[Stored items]
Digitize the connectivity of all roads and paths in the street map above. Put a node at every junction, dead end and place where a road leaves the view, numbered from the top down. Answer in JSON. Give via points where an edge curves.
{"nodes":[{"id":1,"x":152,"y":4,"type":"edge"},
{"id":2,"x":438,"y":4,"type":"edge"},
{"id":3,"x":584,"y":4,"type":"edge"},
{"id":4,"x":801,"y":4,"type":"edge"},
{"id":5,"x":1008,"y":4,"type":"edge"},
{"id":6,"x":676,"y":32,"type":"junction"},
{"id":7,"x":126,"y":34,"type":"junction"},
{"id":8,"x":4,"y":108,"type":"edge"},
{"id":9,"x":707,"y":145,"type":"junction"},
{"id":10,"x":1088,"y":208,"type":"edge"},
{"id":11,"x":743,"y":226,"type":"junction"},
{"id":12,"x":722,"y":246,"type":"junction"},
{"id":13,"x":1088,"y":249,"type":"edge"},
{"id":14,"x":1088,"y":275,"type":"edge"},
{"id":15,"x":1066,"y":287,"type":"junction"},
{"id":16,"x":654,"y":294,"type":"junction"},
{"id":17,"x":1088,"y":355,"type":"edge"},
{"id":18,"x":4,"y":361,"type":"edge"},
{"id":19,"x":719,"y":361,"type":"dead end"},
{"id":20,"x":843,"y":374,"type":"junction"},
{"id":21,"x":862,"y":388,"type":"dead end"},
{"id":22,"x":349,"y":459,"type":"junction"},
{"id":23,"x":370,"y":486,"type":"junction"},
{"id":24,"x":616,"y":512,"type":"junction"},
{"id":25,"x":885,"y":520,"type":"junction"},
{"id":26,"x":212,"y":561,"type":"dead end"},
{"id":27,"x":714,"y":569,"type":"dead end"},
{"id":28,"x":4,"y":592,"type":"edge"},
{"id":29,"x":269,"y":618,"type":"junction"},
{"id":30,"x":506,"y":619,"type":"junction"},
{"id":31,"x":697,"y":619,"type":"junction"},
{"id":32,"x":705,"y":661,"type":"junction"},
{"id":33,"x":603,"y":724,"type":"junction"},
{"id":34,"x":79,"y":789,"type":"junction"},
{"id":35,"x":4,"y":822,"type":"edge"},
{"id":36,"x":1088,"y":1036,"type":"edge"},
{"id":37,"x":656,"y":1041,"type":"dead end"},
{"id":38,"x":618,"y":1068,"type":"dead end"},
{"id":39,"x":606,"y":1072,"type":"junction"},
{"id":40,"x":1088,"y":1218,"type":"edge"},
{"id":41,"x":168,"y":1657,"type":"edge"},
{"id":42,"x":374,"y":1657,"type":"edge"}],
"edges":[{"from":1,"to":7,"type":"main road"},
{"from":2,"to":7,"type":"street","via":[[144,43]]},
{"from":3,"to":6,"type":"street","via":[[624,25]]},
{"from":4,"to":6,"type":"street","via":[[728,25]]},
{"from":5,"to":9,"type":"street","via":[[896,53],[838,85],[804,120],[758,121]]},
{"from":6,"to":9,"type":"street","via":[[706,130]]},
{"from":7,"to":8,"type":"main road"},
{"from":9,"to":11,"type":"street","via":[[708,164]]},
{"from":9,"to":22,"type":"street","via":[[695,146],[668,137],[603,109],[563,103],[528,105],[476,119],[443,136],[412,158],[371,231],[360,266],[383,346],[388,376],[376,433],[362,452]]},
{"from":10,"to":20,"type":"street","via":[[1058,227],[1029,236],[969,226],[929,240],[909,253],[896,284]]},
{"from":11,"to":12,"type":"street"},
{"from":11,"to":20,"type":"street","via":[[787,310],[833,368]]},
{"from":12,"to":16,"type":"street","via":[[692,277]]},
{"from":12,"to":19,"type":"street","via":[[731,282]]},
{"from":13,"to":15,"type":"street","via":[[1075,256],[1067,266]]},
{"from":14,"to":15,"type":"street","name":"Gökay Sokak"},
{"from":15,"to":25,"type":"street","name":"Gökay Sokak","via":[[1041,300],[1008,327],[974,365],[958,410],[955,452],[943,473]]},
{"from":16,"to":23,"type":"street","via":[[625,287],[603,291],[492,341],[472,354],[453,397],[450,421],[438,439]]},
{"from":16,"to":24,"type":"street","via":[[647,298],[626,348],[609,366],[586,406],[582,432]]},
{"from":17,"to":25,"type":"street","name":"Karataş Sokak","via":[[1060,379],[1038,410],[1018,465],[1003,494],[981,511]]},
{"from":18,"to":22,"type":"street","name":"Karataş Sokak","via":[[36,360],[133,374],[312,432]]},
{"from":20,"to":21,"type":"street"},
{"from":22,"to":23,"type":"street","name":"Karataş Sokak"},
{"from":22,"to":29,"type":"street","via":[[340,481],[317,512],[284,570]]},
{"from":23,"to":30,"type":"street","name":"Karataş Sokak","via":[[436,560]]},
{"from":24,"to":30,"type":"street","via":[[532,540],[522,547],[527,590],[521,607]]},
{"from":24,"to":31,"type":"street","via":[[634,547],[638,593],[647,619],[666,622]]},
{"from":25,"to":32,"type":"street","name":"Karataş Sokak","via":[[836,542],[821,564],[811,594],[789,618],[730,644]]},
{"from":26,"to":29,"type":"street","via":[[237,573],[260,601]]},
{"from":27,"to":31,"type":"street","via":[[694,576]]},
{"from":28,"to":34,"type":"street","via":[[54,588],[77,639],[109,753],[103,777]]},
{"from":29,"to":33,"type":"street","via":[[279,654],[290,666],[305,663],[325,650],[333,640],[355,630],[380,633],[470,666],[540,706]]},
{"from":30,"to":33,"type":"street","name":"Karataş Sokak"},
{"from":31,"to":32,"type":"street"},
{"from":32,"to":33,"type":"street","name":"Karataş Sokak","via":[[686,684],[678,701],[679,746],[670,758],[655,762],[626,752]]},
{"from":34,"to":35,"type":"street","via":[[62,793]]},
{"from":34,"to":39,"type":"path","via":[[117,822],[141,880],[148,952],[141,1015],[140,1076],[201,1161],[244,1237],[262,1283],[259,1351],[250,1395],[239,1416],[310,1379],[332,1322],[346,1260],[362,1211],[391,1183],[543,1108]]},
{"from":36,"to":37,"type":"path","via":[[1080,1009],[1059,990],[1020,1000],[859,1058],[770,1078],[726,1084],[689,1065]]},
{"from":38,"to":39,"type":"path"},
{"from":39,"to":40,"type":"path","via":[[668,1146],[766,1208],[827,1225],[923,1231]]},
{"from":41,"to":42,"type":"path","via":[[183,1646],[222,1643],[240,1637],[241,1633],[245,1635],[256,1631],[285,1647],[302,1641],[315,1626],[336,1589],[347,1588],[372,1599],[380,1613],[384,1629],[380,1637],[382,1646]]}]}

→ EXERCISE: Each line above should be copied exactly, with no line missing.

→ RESPONSE AREA:
Digitize the connectivity of all roads and paths in the street map above. Put a node at every junction, dead end and place where a road leaves the view, numbered from the top down. Answer in JSON. Give via points where an edge curves.
{"nodes":[{"id":1,"x":152,"y":4,"type":"edge"},
{"id":2,"x":438,"y":4,"type":"edge"},
{"id":3,"x":584,"y":4,"type":"edge"},
{"id":4,"x":801,"y":4,"type":"edge"},
{"id":5,"x":1008,"y":4,"type":"edge"},
{"id":6,"x":676,"y":32,"type":"junction"},
{"id":7,"x":126,"y":34,"type":"junction"},
{"id":8,"x":4,"y":108,"type":"edge"},
{"id":9,"x":707,"y":145,"type":"junction"},
{"id":10,"x":1088,"y":208,"type":"edge"},
{"id":11,"x":743,"y":226,"type":"junction"},
{"id":12,"x":722,"y":246,"type":"junction"},
{"id":13,"x":1088,"y":249,"type":"edge"},
{"id":14,"x":1088,"y":275,"type":"edge"},
{"id":15,"x":1066,"y":287,"type":"junction"},
{"id":16,"x":654,"y":294,"type":"junction"},
{"id":17,"x":1088,"y":355,"type":"edge"},
{"id":18,"x":4,"y":361,"type":"edge"},
{"id":19,"x":719,"y":361,"type":"dead end"},
{"id":20,"x":843,"y":374,"type":"junction"},
{"id":21,"x":862,"y":388,"type":"dead end"},
{"id":22,"x":349,"y":459,"type":"junction"},
{"id":23,"x":370,"y":486,"type":"junction"},
{"id":24,"x":616,"y":512,"type":"junction"},
{"id":25,"x":885,"y":520,"type":"junction"},
{"id":26,"x":212,"y":561,"type":"dead end"},
{"id":27,"x":714,"y":569,"type":"dead end"},
{"id":28,"x":4,"y":592,"type":"edge"},
{"id":29,"x":269,"y":618,"type":"junction"},
{"id":30,"x":506,"y":619,"type":"junction"},
{"id":31,"x":697,"y":619,"type":"junction"},
{"id":32,"x":705,"y":661,"type":"junction"},
{"id":33,"x":603,"y":724,"type":"junction"},
{"id":34,"x":79,"y":789,"type":"junction"},
{"id":35,"x":4,"y":822,"type":"edge"},
{"id":36,"x":1088,"y":1036,"type":"edge"},
{"id":37,"x":656,"y":1041,"type":"dead end"},
{"id":38,"x":618,"y":1068,"type":"dead end"},
{"id":39,"x":606,"y":1072,"type":"junction"},
{"id":40,"x":1088,"y":1218,"type":"edge"},
{"id":41,"x":168,"y":1657,"type":"edge"},
{"id":42,"x":374,"y":1657,"type":"edge"}],
"edges":[{"from":1,"to":7,"type":"main road"},
{"from":2,"to":7,"type":"street","via":[[144,43]]},
{"from":3,"to":6,"type":"street","via":[[624,25]]},
{"from":4,"to":6,"type":"street","via":[[728,25]]},
{"from":5,"to":9,"type":"street","via":[[896,53],[838,85],[804,120],[758,121]]},
{"from":6,"to":9,"type":"street","via":[[706,130]]},
{"from":7,"to":8,"type":"main road"},
{"from":9,"to":11,"type":"street","via":[[708,164]]},
{"from":9,"to":22,"type":"street","via":[[695,146],[668,137],[603,109],[563,103],[528,105],[476,119],[443,136],[412,158],[371,231],[360,266],[383,346],[388,376],[376,433],[362,452]]},
{"from":10,"to":20,"type":"street","via":[[1058,227],[1029,236],[969,226],[929,240],[909,253],[896,284]]},
{"from":11,"to":12,"type":"street"},
{"from":11,"to":20,"type":"street","via":[[787,310],[833,368]]},
{"from":12,"to":16,"type":"street","via":[[692,277]]},
{"from":12,"to":19,"type":"street","via":[[731,282]]},
{"from":13,"to":15,"type":"street","via":[[1075,256],[1067,266]]},
{"from":14,"to":15,"type":"street","name":"Gökay Sokak"},
{"from":15,"to":25,"type":"street","name":"Gökay Sokak","via":[[1041,300],[1008,327],[974,365],[958,410],[955,452],[943,473]]},
{"from":16,"to":23,"type":"street","via":[[625,287],[603,291],[492,341],[472,354],[453,397],[450,421],[438,439]]},
{"from":16,"to":24,"type":"street","via":[[647,298],[626,348],[609,366],[586,406],[582,432]]},
{"from":17,"to":25,"type":"street","name":"Karataş Sokak","via":[[1060,379],[1038,410],[1018,465],[1003,494],[981,511]]},
{"from":18,"to":22,"type":"street","name":"Karataş Sokak","via":[[36,360],[133,374],[312,432]]},
{"from":20,"to":21,"type":"street"},
{"from":22,"to":23,"type":"street","name":"Karataş Sokak"},
{"from":22,"to":29,"type":"street","via":[[340,481],[317,512],[284,570]]},
{"from":23,"to":30,"type":"street","name":"Karataş Sokak","via":[[436,560]]},
{"from":24,"to":30,"type":"street","via":[[532,540],[522,547],[527,590],[521,607]]},
{"from":24,"to":31,"type":"street","via":[[634,547],[638,593],[647,619],[666,622]]},
{"from":25,"to":32,"type":"street","name":"Karataş Sokak","via":[[836,542],[821,564],[811,594],[789,618],[730,644]]},
{"from":26,"to":29,"type":"street","via":[[237,573],[260,601]]},
{"from":27,"to":31,"type":"street","via":[[694,576]]},
{"from":28,"to":34,"type":"street","via":[[54,588],[77,639],[109,753],[103,777]]},
{"from":29,"to":33,"type":"street","via":[[279,654],[290,666],[305,663],[325,650],[333,640],[355,630],[380,633],[470,666],[540,706]]},
{"from":30,"to":33,"type":"street","name":"Karataş Sokak"},
{"from":31,"to":32,"type":"street"},
{"from":32,"to":33,"type":"street","name":"Karataş Sokak","via":[[686,684],[678,701],[679,746],[670,758],[655,762],[626,752]]},
{"from":34,"to":35,"type":"street","via":[[62,793]]},
{"from":34,"to":39,"type":"path","via":[[117,822],[141,880],[148,952],[141,1015],[140,1076],[201,1161],[244,1237],[262,1283],[259,1351],[250,1395],[239,1416],[310,1379],[332,1322],[346,1260],[362,1211],[391,1183],[543,1108]]},
{"from":36,"to":37,"type":"path","via":[[1080,1009],[1059,990],[1020,1000],[859,1058],[770,1078],[726,1084],[689,1065]]},
{"from":38,"to":39,"type":"path"},
{"from":39,"to":40,"type":"path","via":[[668,1146],[766,1208],[827,1225],[923,1231]]},
{"from":41,"to":42,"type":"path","via":[[183,1646],[222,1643],[240,1637],[241,1633],[245,1635],[256,1631],[285,1647],[302,1641],[315,1626],[336,1589],[347,1588],[372,1599],[380,1613],[384,1629],[380,1637],[382,1646]]}]}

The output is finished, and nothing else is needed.